Question écrite n° 16096 :
Surpopulation carcérale et conditions de vie dans les maisons d'arrêt françaises

16e Législature

Question de : M. Jérôme Guedj
Essonne (6e circonscription) - Socialistes et apparentés

M. Jérôme Guedj alerte M. le garde des sceaux, ministre de la justice, sur la surpopulation carcérale dans le pays. Dans un arrêté du 6 juillet 2023, la Cour européenne des droits de l'Homme a de nouveau condamné la France, en lui imposant de prendre des mesures concrètes et fortes pour remédier immédiatement à la suroccupation des maisons d'arrêt ainsi qu'aux conditions indignes qui en sont la conséquence. Pourtant, l'année 2023 s'est achevée avec un record tristement historique : 75 677 personnes étaient incarcérées au 1er décembre 2023, un nombre qui contraint près de 2 500 détenus à dormir sur des matelas posés à même le sol de leurs cellules. Cette surpopulation se concentre principalement dans les maisons d'arrêts, qui accueillent les personnes en attente de jugement et celles condamnées à des peines courtes. Bien que la détention provisoire ne doive être utilisée qu'en dernier recours, fin 2023, 19 755 personnes étaient détenues sous le statut de prévenus alors qu'ils étaient 18 779 au 31 décembre 2022. Ces incarcérations massives, au titre de la détention provisoire, contribuent largement à la surpopulation carcérale. La dissolution de la commission de suivi de la détention provisoire, le 7 décembre 2020, qui devait en évaluer le plus finement possible les ressorts, ne contribue pas à la résolution de ce problème.

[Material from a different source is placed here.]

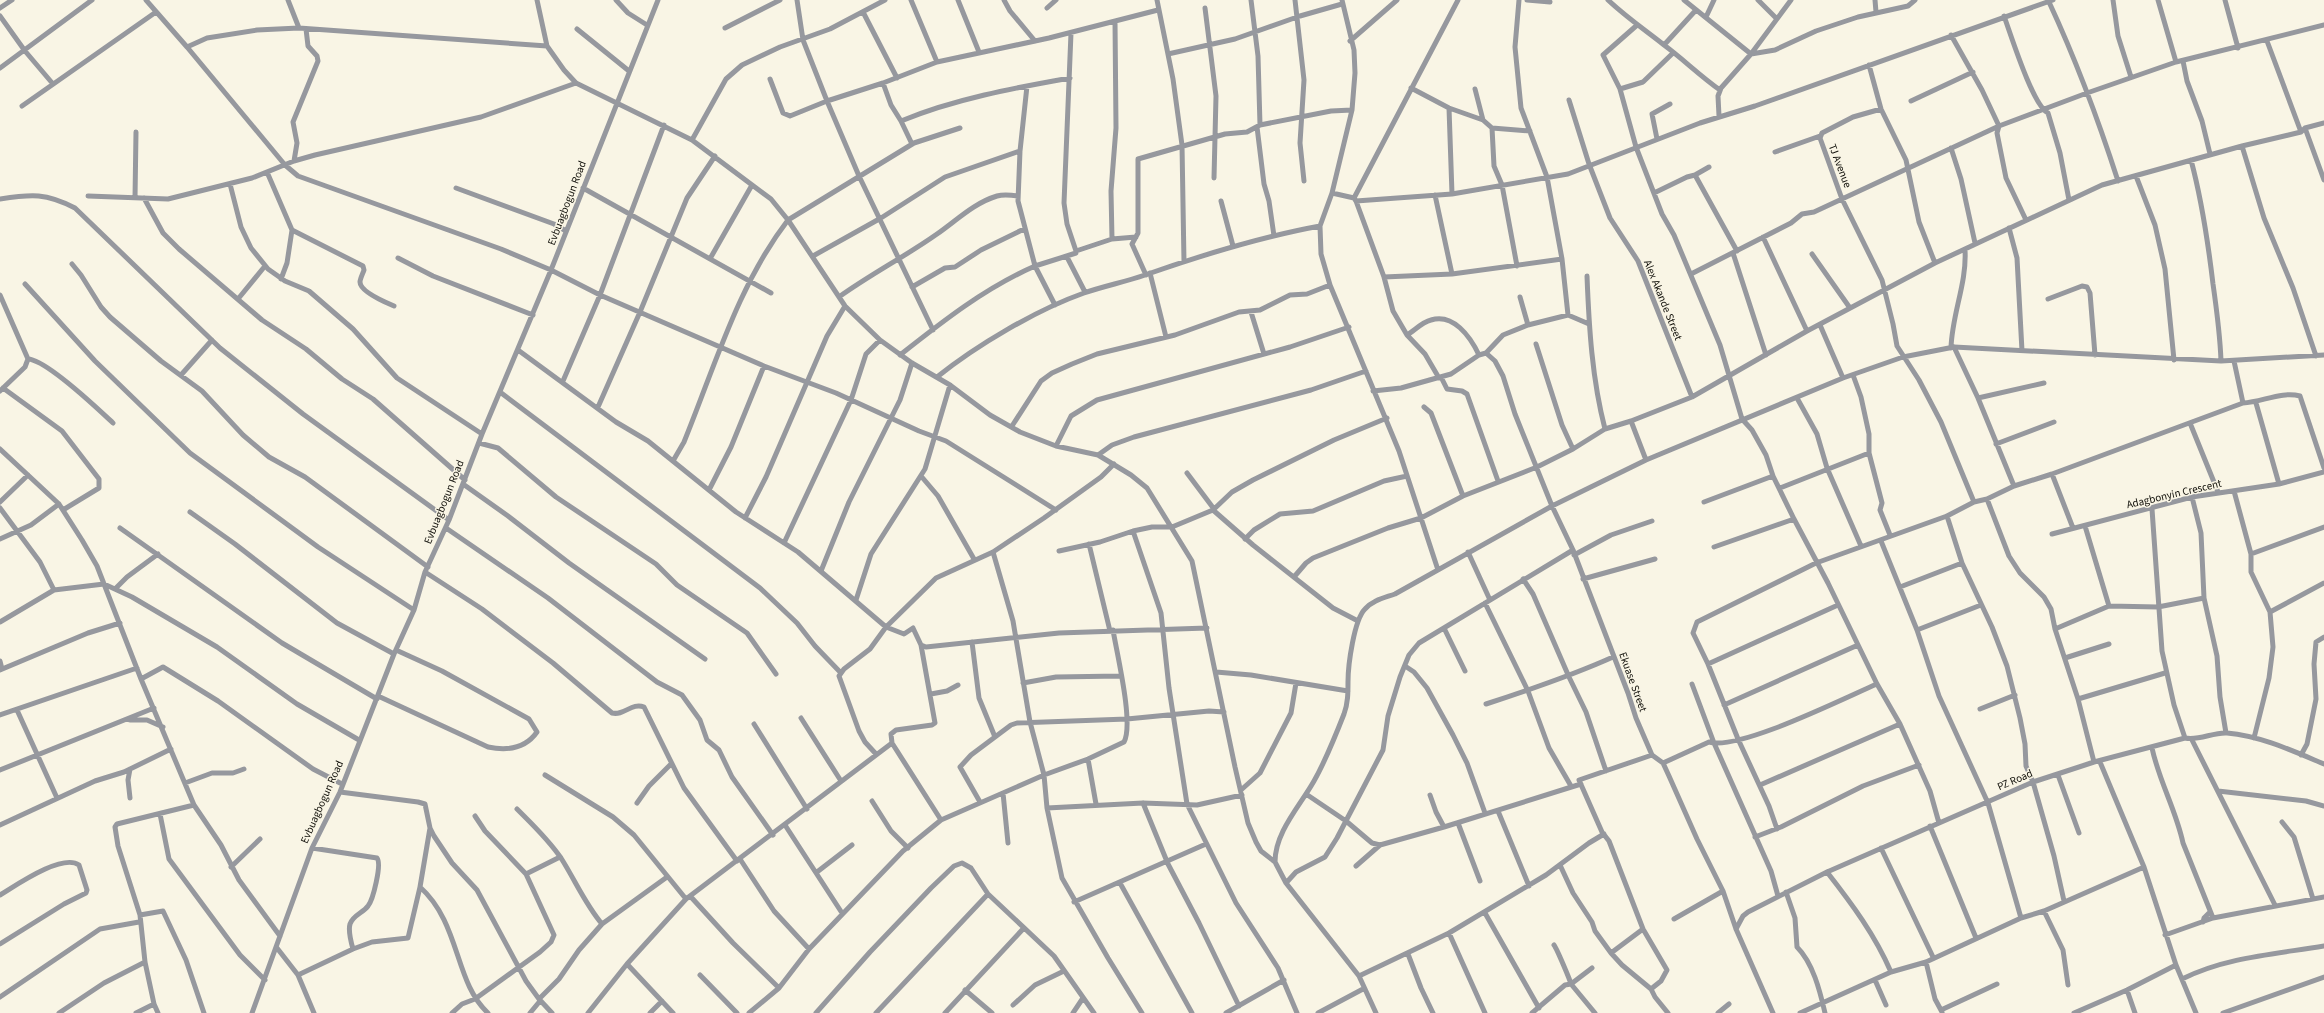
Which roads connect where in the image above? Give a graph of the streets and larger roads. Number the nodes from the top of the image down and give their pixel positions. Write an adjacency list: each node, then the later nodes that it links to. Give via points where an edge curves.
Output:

Dans le même sens, la comparution à délai différé, introduite par la loi du 19 mars 2019, qui autorise le procureur à incarcérer une personne jusqu'à son jugement pour une durée qui peut atteindre deux mois a connu une croissance spectaculaire, avec une augmentation de 38 % en un an et atteignant 4 200 placements en détention provisoire dans ce cadre, en 2021. Au vu de ces éléments, il l'interroge sur les actions que le Gouvernement compte mettre en œuvre pour réduire la surpopulation carcérale et, plus largement, améliorer les conditions de détentions des prisons françaises.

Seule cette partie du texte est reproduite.